→ TASK DIRECTIONS
Somewhere below is a line with "cairo_move_to(cr, 585, 1089);" and, later, a line with "cairo_move_to(cr, 858, 1089);"; repeat those two lines and all the lines between them, exactly as they are.

>>>

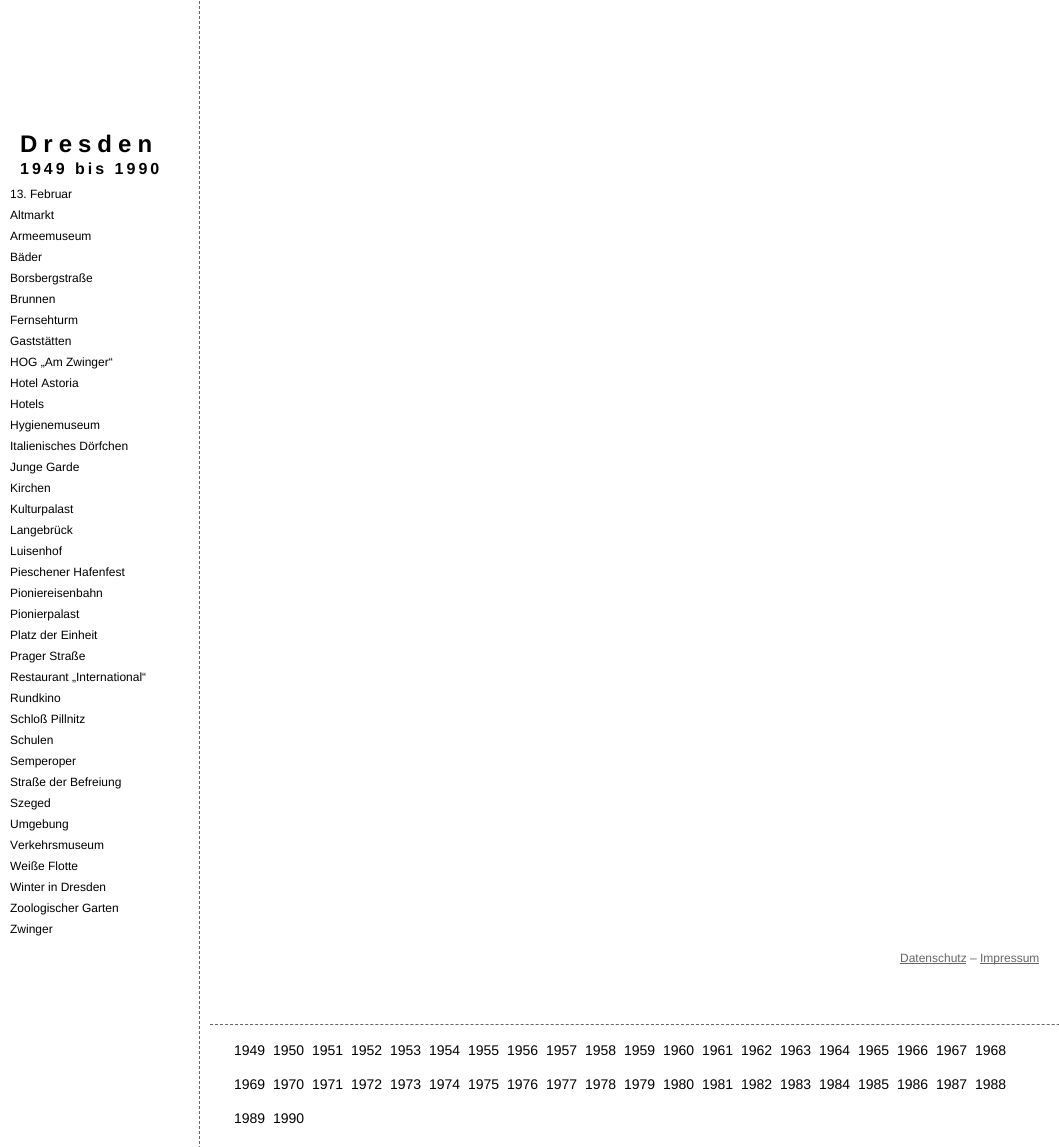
#include <cairo/cairo.h>
#include <math.h>
#include <stddef.h>


static void draw_spaced(cairo_t *cr, double x, double y, const char *s, double letter, double word) {
  cairo_move_to(cr, x, y);
  while (*s) {
    char ch[5] = {0};
    int n = 0;
    do ch[n++] = *s++; while ((*s & 0xC0) == 0x80);
    cairo_show_text(cr, ch);
    cairo_rel_move_to(cr, letter + word * (*ch == ' '), 0);
  }
}

static void draw(cairo_t *cr) {
  cairo_set_source_rgb(cr, 1, 1, 1);
  cairo_paint(cr);
  cairo_new_path(cr);
  cairo_move_to(cr, 199.5, -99);
  cairo_line_to(cr, 199.5, 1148);
  cairo_set_source_rgb(cr, 102 / 255.0, 102 / 255.0, 102 / 255.0);
  cairo_set_line_width(cr, 1);
  cairo_set_dash(cr, (double[]){3, 2}, 2, 0);
  cairo_stroke(cr);
  cairo_rectangle(cr, 900, 963, 66, 1);
  cairo_fill(cr);
  cairo_rectangle(cr, 980, 963, 59, 1);
  cairo_fill(cr);
  cairo_new_path(cr);
  cairo_move_to(cr, 210, 1024.5);
  cairo_line_to(cr, 1059, 1024.5);
  cairo_set_dash(cr, (double[]){3, 2.01}, 2, 0);
  cairo_stroke(cr);
  cairo_select_font_face(cr, "Liberation Sans", CAIRO_FONT_SLANT_NORMAL, CAIRO_FONT_WEIGHT_BOLD);
  cairo_set_font_size(cr, 24);
  cairo_set_source_rgb(cr, 0, 0, 0);
  draw_spaced(cr, 20, 152, "Dresden", 6, 0);
  cairo_set_font_size(cr, 16);
  draw_spaced(cr, 20, 174, "1949 bis 1990", 3, 0);
  cairo_select_font_face(cr, "Liberation Sans", CAIRO_FONT_SLANT_NORMAL, CAIRO_FONT_WEIGHT_NORMAL);
  cairo_set_font_size(cr, 12);
  cairo_move_to(cr, 10, 198);
  cairo_show_text(cr, "13. Februar");
  cairo_move_to(cr, 10, 219);
  cairo_show_text(cr, "Altmarkt");
  cairo_move_to(cr, 10, 240);
  cairo_show_text(cr, "Armeemuseum");
  cairo_move_to(cr, 10, 261);
  cairo_show_text(cr, "Bäder");
  cairo_move_to(cr, 10, 282);
  cairo_show_text(cr, "Borsbergstraße");
  cairo_move_to(cr, 10, 303);
  cairo_show_text(cr, "Brunnen");
  cairo_move_to(cr, 10, 324);
  cairo_show_text(cr, "Fernsehturm");
  cairo_move_to(cr, 10, 345);
  cairo_show_text(cr, "Gaststätten");
  cairo_move_to(cr, 10, 366);
  cairo_show_text(cr, "HOG „Am Zwinger“");
  cairo_move_to(cr, 10, 387);
  cairo_show_text(cr, "Hotel Astoria");
  cairo_move_to(cr, 10, 408);
  cairo_show_text(cr, "Hotels");
  cairo_move_to(cr, 10, 429);
  cairo_show_text(cr, "Hygienemuseum");
  cairo_move_to(cr, 10, 450);
  cairo_show_text(cr, "Italienisches Dörfchen");
  cairo_move_to(cr, 10, 471);
  cairo_show_text(cr, "Junge Garde");
  cairo_move_to(cr, 10, 492);
  cairo_show_text(cr, "Kirchen");
  cairo_move_to(cr, 10, 513);
  cairo_show_text(cr, "Kulturpalast");
  cairo_move_to(cr, 10, 534);
  cairo_show_text(cr, "Langebrück");
  cairo_move_to(cr, 10, 555);
  cairo_show_text(cr, "Luisenhof");
  cairo_move_to(cr, 10, 576);
  cairo_show_text(cr, "Pieschener Hafenfest");
  cairo_move_to(cr, 10, 597);
  cairo_show_text(cr, "Pioniereisenbahn");
  cairo_move_to(cr, 10, 618);
  cairo_show_text(cr, "Pionierpalast");
  cairo_move_to(cr, 10, 639);
  cairo_show_text(cr, "Platz der Einheit");
  cairo_move_to(cr, 10, 660);
  cairo_show_text(cr, "Prager Straße");
  cairo_move_to(cr, 10, 681);
  cairo_show_text(cr, "Restaurant „International“");
  cairo_move_to(cr, 10, 702);
  cairo_show_text(cr, "Rundkino");
  cairo_move_to(cr, 10, 723);
  cairo_show_text(cr, "Schloß Pillnitz");
  cairo_move_to(cr, 10, 744);
  cairo_show_text(cr, "Schulen");
  cairo_move_to(cr, 10, 765);
  cairo_show_text(cr, "Semperoper");
  cairo_move_to(cr, 10, 786);
  cairo_show_text(cr, "Straße der Befreiung");
  cairo_move_to(cr, 10, 807);
  cairo_show_text(cr, "Szeged");
  cairo_move_to(cr, 10, 828);
  cairo_show_text(cr, "Umgebung");
  cairo_move_to(cr, 10, 849);
  cairo_show_text(cr, "Verkehrsmuseum");
  cairo_move_to(cr, 10, 870);
  cairo_show_text(cr, "Weiße Flotte");
  cairo_move_to(cr, 10, 891);
  cairo_show_text(cr, "Winter in Dresden");
  cairo_move_to(cr, 10, 912);
  cairo_show_text(cr, "Zoologischer Garten");
  cairo_move_to(cr, 10, 933);
  cairo_show_text(cr, "Zwinger");
  cairo_set_source_rgb(cr, 102 / 255.0, 102 / 255.0, 102 / 255.0);
  cairo_move_to(cr, 900, 962);
  cairo_show_text(cr, "Datenschutz –");
  cairo_move_to(cr, 980, 962);
  cairo_show_text(cr, "Impressum");
  cairo_set_font_size(cr, 14);
  cairo_set_source_rgb(cr, 0, 0, 0);
  cairo_move_to(cr, 234, 1055);
  cairo_show_text(cr, "1949");
  cairo_move_to(cr, 273, 1055);
  cairo_show_text(cr, "1950");
  cairo_move_to(cr, 312, 1055);
  cairo_show_text(cr, "1951");
  cairo_move_to(cr, 351, 1055);
  cairo_show_text(cr, "1952");
  cairo_move_to(cr, 390, 1055);
  cairo_show_text(cr, "1953");
  cairo_move_to(cr, 429, 1055);
  cairo_show_text(cr, "1954");
  cairo_move_to(cr, 468, 1055);
  cairo_show_text(cr, "1955");
  cairo_move_to(cr, 507, 1055);
  cairo_show_text(cr, "1956");
  cairo_move_to(cr, 546, 1055);
  cairo_show_text(cr, "1957");
  cairo_move_to(cr, 585, 1055);
  cairo_show_text(cr, "1958");
  cairo_move_to(cr, 624, 1055);
  cairo_show_text(cr, "1959");
  cairo_move_to(cr, 663, 1055);
  cairo_show_text(cr, "1960");
  cairo_move_to(cr, 702, 1055);
  cairo_show_text(cr, "1961");
  cairo_move_to(cr, 741, 1055);
  cairo_show_text(cr, "1962");
  cairo_move_to(cr, 780, 1055);
  cairo_show_text(cr, "1963");
  cairo_move_to(cr, 819, 1055);
  cairo_show_text(cr, "1964");
  cairo_move_to(cr, 858, 1055);
  cairo_show_text(cr, "1965");
  cairo_move_to(cr, 897, 1055);
  cairo_show_text(cr, "1966");
  cairo_move_to(cr, 936, 1055);
  cairo_show_text(cr, "1967");
  cairo_move_to(cr, 975, 1055);
  cairo_show_text(cr, "1968");
  cairo_move_to(cr, 234, 1089);
  cairo_show_text(cr, "1969");
  cairo_move_to(cr, 273, 1089);
  cairo_show_text(cr, "1970");
  cairo_move_to(cr, 312, 1089);
  cairo_show_text(cr, "1971");
  cairo_move_to(cr, 351, 1089);
  cairo_show_text(cr, "1972");
  cairo_move_to(cr, 390, 1089);
  cairo_show_text(cr, "1973");
  cairo_move_to(cr, 429, 1089);
  cairo_show_text(cr, "1974");
  cairo_move_to(cr, 468, 1089);
  cairo_show_text(cr, "1975");
  cairo_move_to(cr, 507, 1089);
  cairo_show_text(cr, "1976");
  cairo_move_to(cr, 546, 1089);
  cairo_show_text(cr, "1977");
  cairo_move_to(cr, 585, 1089);
  cairo_show_text(cr, "1978");
  cairo_move_to(cr, 624, 1089);
  cairo_show_text(cr, "1979");
  cairo_move_to(cr, 663, 1089);
  cairo_show_text(cr, "1980");
  cairo_move_to(cr, 702, 1089);
  cairo_show_text(cr, "1981");
  cairo_move_to(cr, 741, 1089);
  cairo_show_text(cr, "1982");
  cairo_move_to(cr, 780, 1089);
  cairo_show_text(cr, "1983");
  cairo_move_to(cr, 819, 1089);
  cairo_show_text(cr, "1984");
  cairo_move_to(cr, 858, 1089);
  cairo_show_text(cr, "1985");
  cairo_move_to(cr, 897, 1089);
  cairo_show_text(cr, "1986");
  cairo_move_to(cr, 936, 1089);
  cairo_show_text(cr, "1987");
  cairo_move_to(cr, 975, 1089);
  cairo_show_text(cr, "1988");
  cairo_move_to(cr, 234, 1123);
  cairo_show_text(cr, "1989");
  cairo_move_to(cr, 273, 1123);
  cairo_show_text(cr, "1990");
}

int main(void) {
  cairo_surface_t *surface = cairo_image_surface_create(CAIRO_FORMAT_RGB24, 1059, 1147);
  cairo_t *cr = cairo_create(surface);
  cairo_font_options_t *options = cairo_font_options_create();
  cairo_font_options_set_hint_metrics(options, CAIRO_HINT_METRICS_OFF);
  cairo_font_options_set_hint_style(options, CAIRO_HINT_STYLE_NONE);
  cairo_set_font_options(cr, options);
  cairo_set_miter_limit(cr, 4);
  draw(cr);
  cairo_surface_write_to_png(surface, "out.png");
  cairo_font_options_destroy(options);
  cairo_destroy(cr);
  cairo_surface_destroy(surface);
  return 0;
}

<<<

→ SOLUTION TO THE PROBLEM
  cairo_move_to(cr, 585, 1089);
  cairo_show_text(cr, "1978");
  cairo_move_to(cr, 624, 1089);
  cairo_show_text(cr, "1979");
  cairo_move_to(cr, 663, 1089);
  cairo_show_text(cr, "1980");
  cairo_move_to(cr, 702, 1089);
  cairo_show_text(cr, "1981");
  cairo_move_to(cr, 741, 1089);
  cairo_show_text(cr, "1982");
  cairo_move_to(cr, 780, 1089);
  cairo_show_text(cr, "1983");
  cairo_move_to(cr, 819, 1089);
  cairo_show_text(cr, "1984");
  cairo_move_to(cr, 858, 1089);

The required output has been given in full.